Sin embargo, el brillo del siglo XVIII no se prolongó en el XIX. Con la decadencia de las viejas rutas comerciales, los conflictos del México independiente y, sobre todo, el trazado del ferrocarril que dejó a la ciudad un tanto al margen de los grandes ejes, San Miguel entró en un largo período de estancamiento económico. La población disminuyó y la actividad languideció durante décadas.
Paradójicamente, ese declive resultó providencial para su patrimonio. Al no haber dinero ni presión para demoler lo viejo y construir lo nuevo, el casco histórico quedó casi congelado en el tiempo: las casonas de cantera, los templos barrocos, las calles empedradas y la traza colonial se conservaron intactos mientras otras ciudades se modernizaban y perdían su rostro antiguo. San Miguel guardó, sin saberlo, el tesoro que la haría célebre en el siglo siguiente.
El renacer de San Miguel de Allende llegó a mediados del siglo XX y vino de la mano del arte. A partir de los años treinta y cuarenta, la belleza intacta de la ciudad y su luz comenzaron a atraer a artistas, escritores e intelectuales mexicanos y extranjeros. La fundación de escuelas de arte —en especial el Instituto Allende y la escuela del antiguo convento de la Concepción— consolidó esa vocación: tras la Segunda Guerra Mundial, muchos veteranos estadounidenses estudiaron arte en San Miguel aprovechando becas, y se formó una colonia cosmopolita que le dio nueva vida a la ciudad.
De aquel impulso nació la San Miguel que conocemos hoy: una ciudad de galerías, talleres, estudios, festivales y una intensa vida cultural, donde conviven artesanos locales y creadores llegados de todo el mundo. Sin perder su alma mexicana y su patrimonio virreinal, San Miguel se convirtió en uno de los destinos más cotizados del país, premiada repetidamente entre las mejores ciudades del mundo para visitar.

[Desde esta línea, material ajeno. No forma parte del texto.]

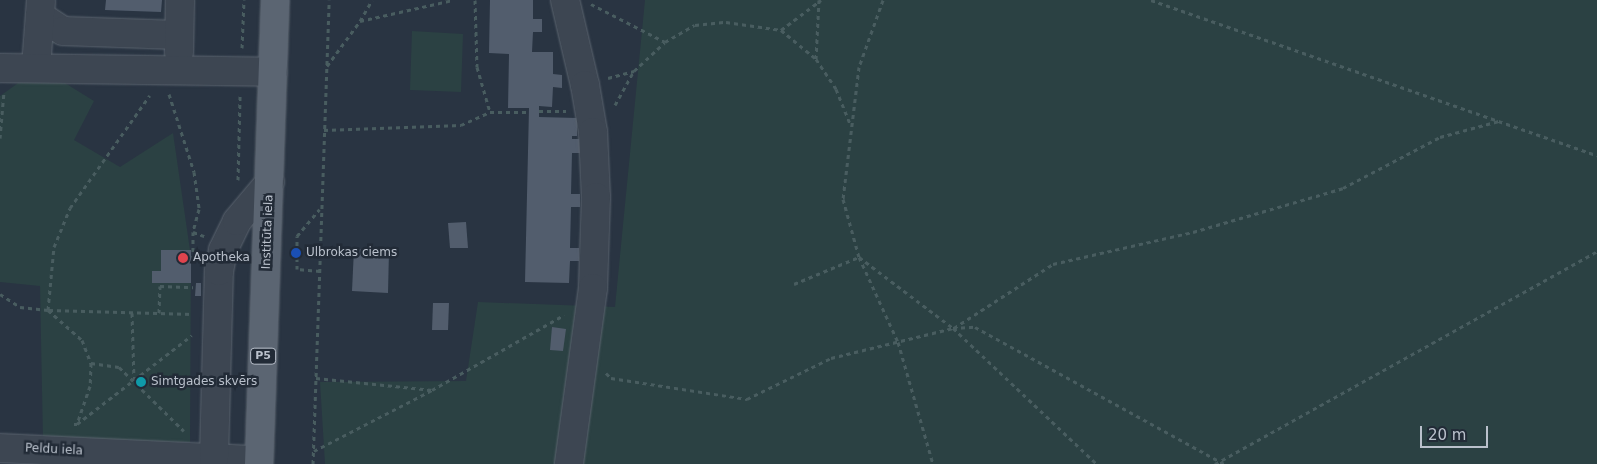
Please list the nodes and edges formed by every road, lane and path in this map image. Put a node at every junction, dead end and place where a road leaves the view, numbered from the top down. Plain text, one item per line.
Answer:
1 (180, 0) edge
2 (275, 0) edge
3 (329, 0) edge
4 (372, 0) edge
5 (453, 0) edge
6 (474, 0) edge
7 (883, 0) edge
8 (1151, 0) edge
9 (574, 1) edge
10 (819, 1) edge
11 (41, 8) edge
12 (360, 21) junction
13 (781, 30) junction
14 (178, 35) junction
15 (665, 42) junction
16 (816, 59) junction
17 (327, 66) junction
18 (36, 67) junction
19 (3, 68) edge
20 (172, 71) junction
21 (273, 72) junction
22 (585, 85) junction
23 (490, 112) junction
24 (529, 112) dead end
25 (1499, 121) junction
26 (850, 124) junction
27 (324, 130) junction
28 (0, 138) edge
29 (1597, 155) edge
30 (270, 182) junction
31 (320, 208) junction
32 (193, 232) dead end
33 (1597, 250) edge
34 (859, 257) junction
35 (320, 271) junction
36 (794, 284) dead end
37 (193, 287) dead end
38 (0, 294) edge
39 (591, 309) junction
40 (48, 310) junction
41 (132, 313) junction
42 (159, 313) junction
43 (201, 314) dead end
44 (200, 328) dead end
45 (953, 328) junction
46 (898, 342) junction
47 (581, 347) junction
48 (91, 363) junction
49 (316, 378) junction
50 (134, 382) junction
51 (432, 390) junction
52 (77, 424) junction
53 (188, 435) dead end
54 (0, 448) edge
55 (45, 450) junction
56 (314, 450) junction
57 (214, 458) junction
58 (259, 462) edge
59 (1222, 463) edge
60 (313, 464) edge
61 (568, 464) edge
62 (933, 464) edge
63 (1096, 464) edge
64 (1215, 464) edge

1 - 14 street
2 - 21 main road, Institūta iela / P5
3 - 17 path
4 - 12 path
5 - 12 path
6 - 23 path
7 - 26 path
8 - 25 path
9 - 15 path
9 - 22 street
10 - 13 path
10 - 16 path
11 - 14 street
11 - 18 street
12 - 17 path
13 - 15 path
13 - 16 path
14 - 20 street
15 - 22 path
16 - 26 path
17 - 27 path
18 - 19 street
18 - 20 street
19 - 28 path
20 - 21 street
20 - 32 path
20 - 40 path
21 - 30 main road, Institūta iela / P5
22 - 39 street
23 - 24 path
23 - 27 path
25 - 29 path
25 - 45 path
26 - 34 path
27 - 31 path
30 - 57 street
30 - 58 main road, Institūta iela / P5
31 - 35 path
31 - 35 path
33 - 59 path
34 - 36 path
34 - 45 path
34 - 46 path
35 - 49 path
37 - 42 path
38 - 40 path
39 - 47 street
39 - 51 path
40 - 41 path
40 - 48 path
41 - 42 path
41 - 50 path
42 - 43 path
44 - 50 path
45 - 46 path
45 - 59 path
45 - 63 path
46 - 47 path
46 - 62 path
47 - 61 street
48 - 50 path
48 - 52 path
49 - 51 path
49 - 56 path
50 - 52 path
50 - 53 path
51 - 56 path
52 - 55 path
54 - 55 street, Peldu iela
55 - 57 street, Peldu iela
56 - 60 path
57 - 58 street, Peldu iela
59 - 64 path

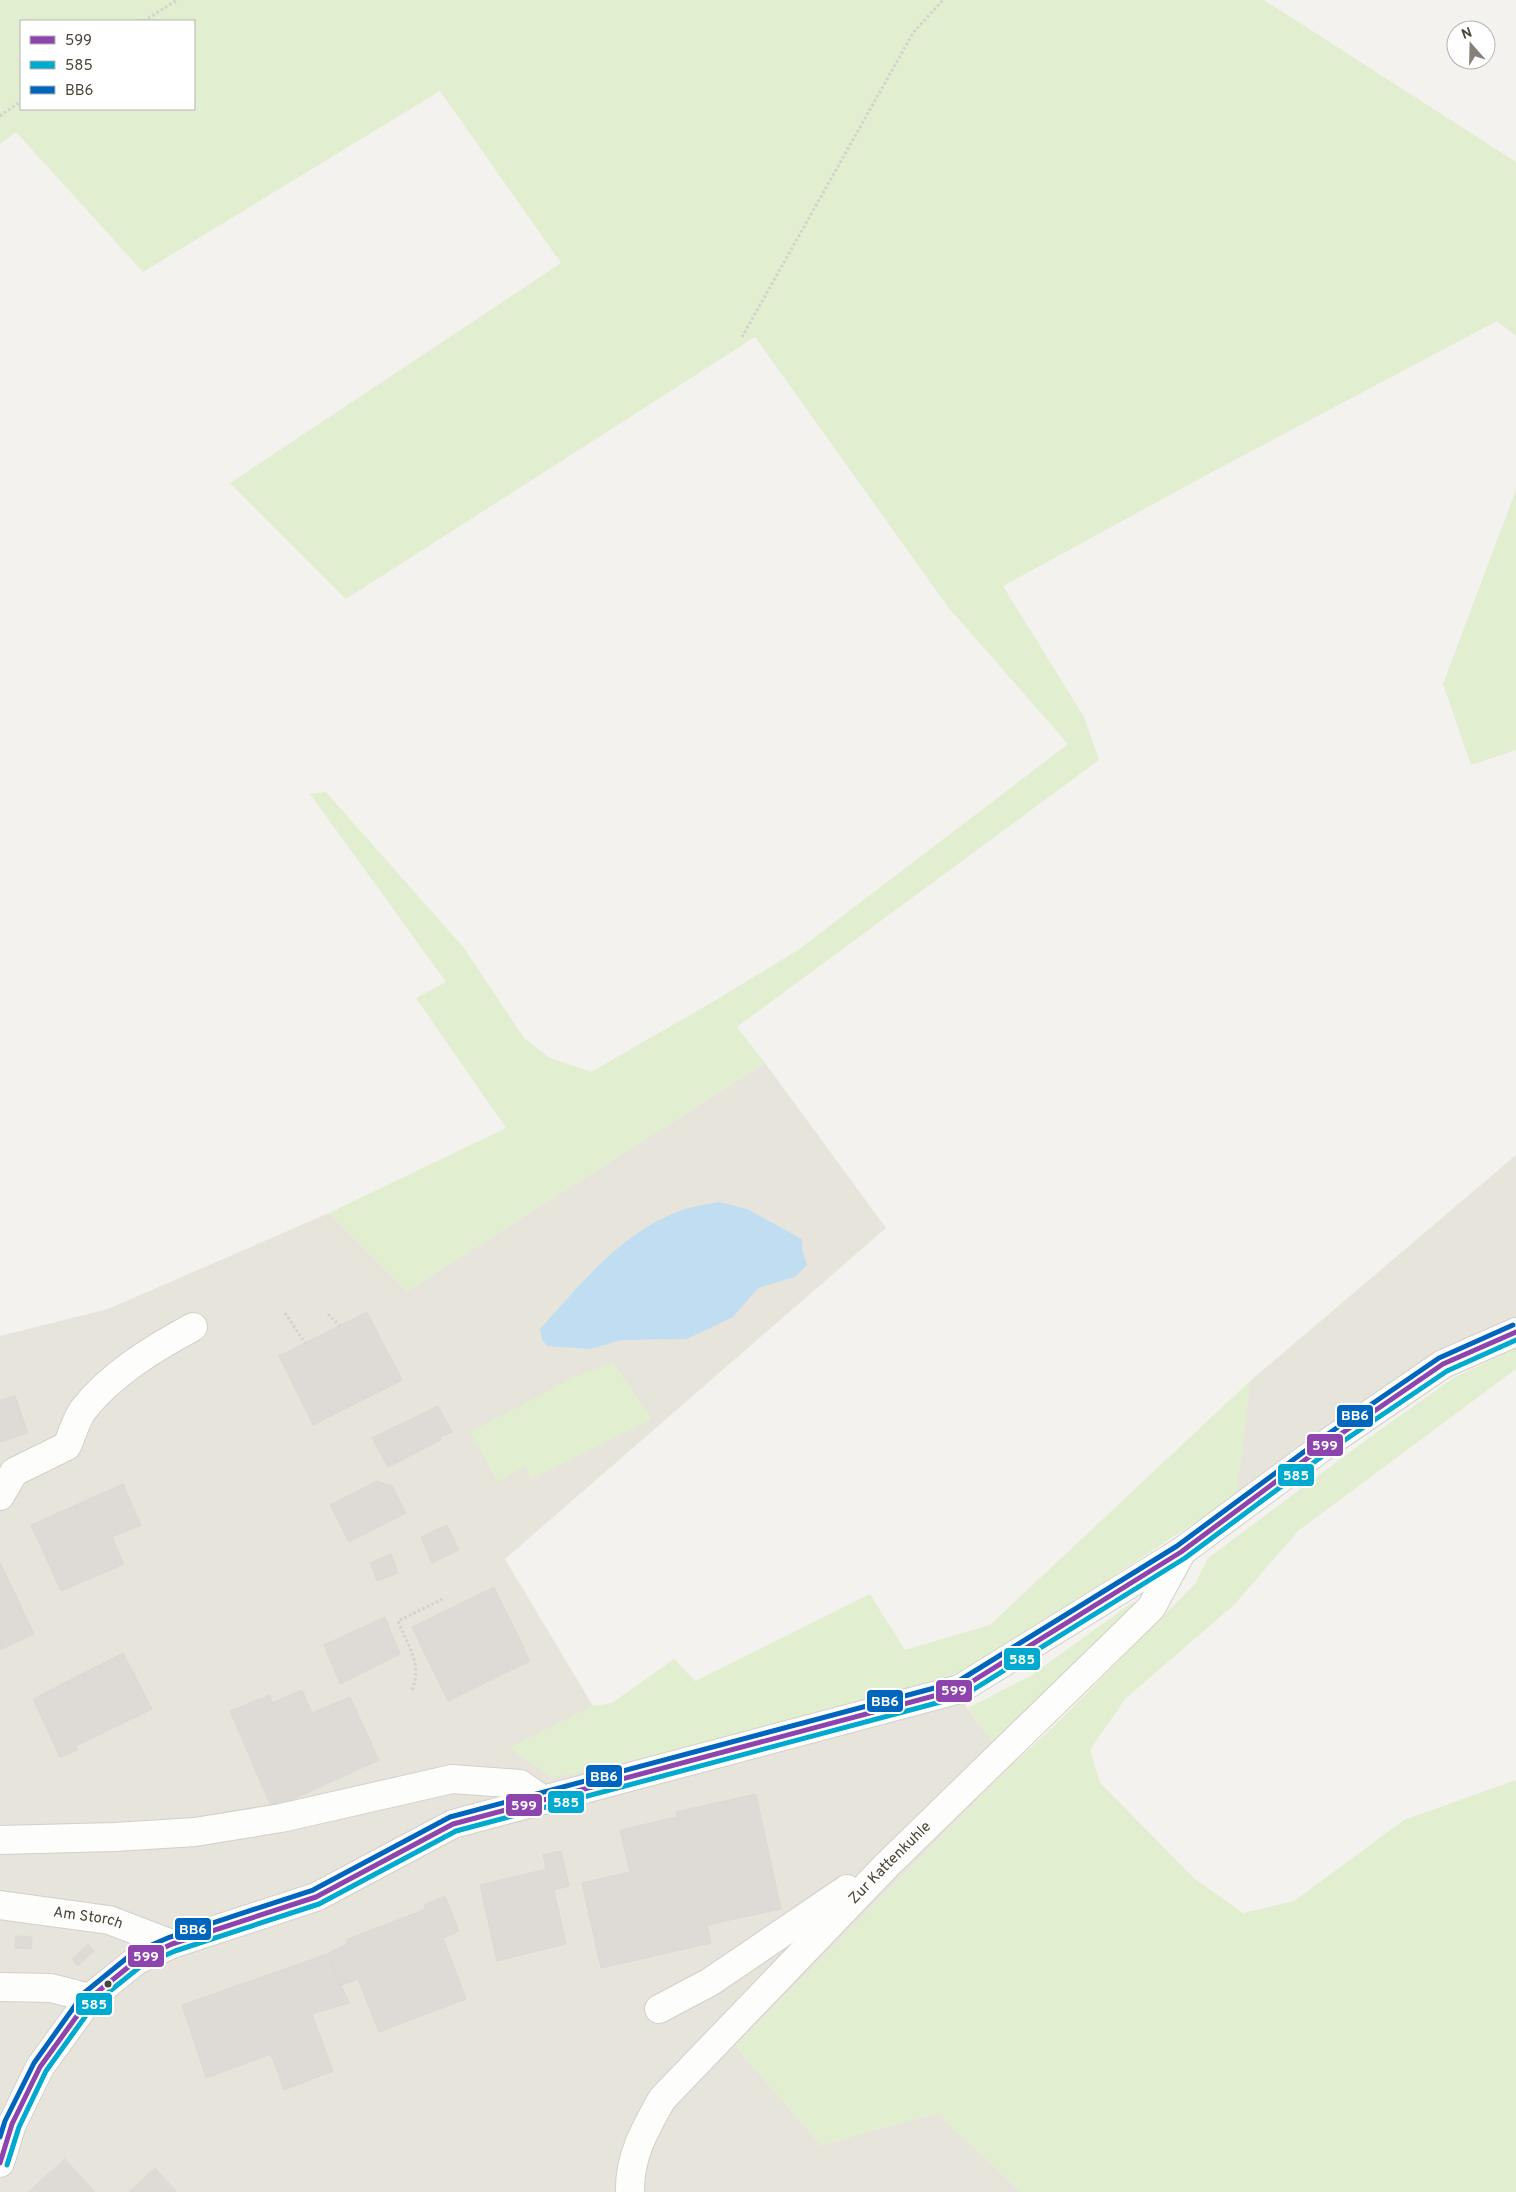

El reconocimiento mayor llegó en 2008, cuando la UNESCO inscribió en la Lista del Patrimonio Mundial a la 'villa protectora de San Miguel y el santuario de Jesús Nazareno de Atotonilco'. La distinción valoró tanto su contribución al barroco mexicano y la excepcional conservación de su arquitectura, como su papel en la lucha por la Independencia. Así, la ciudad que el olvido había preservado y el arte había resucitado quedó consagrada como uno de los grandes tesoros culturales de México y de la humanidad.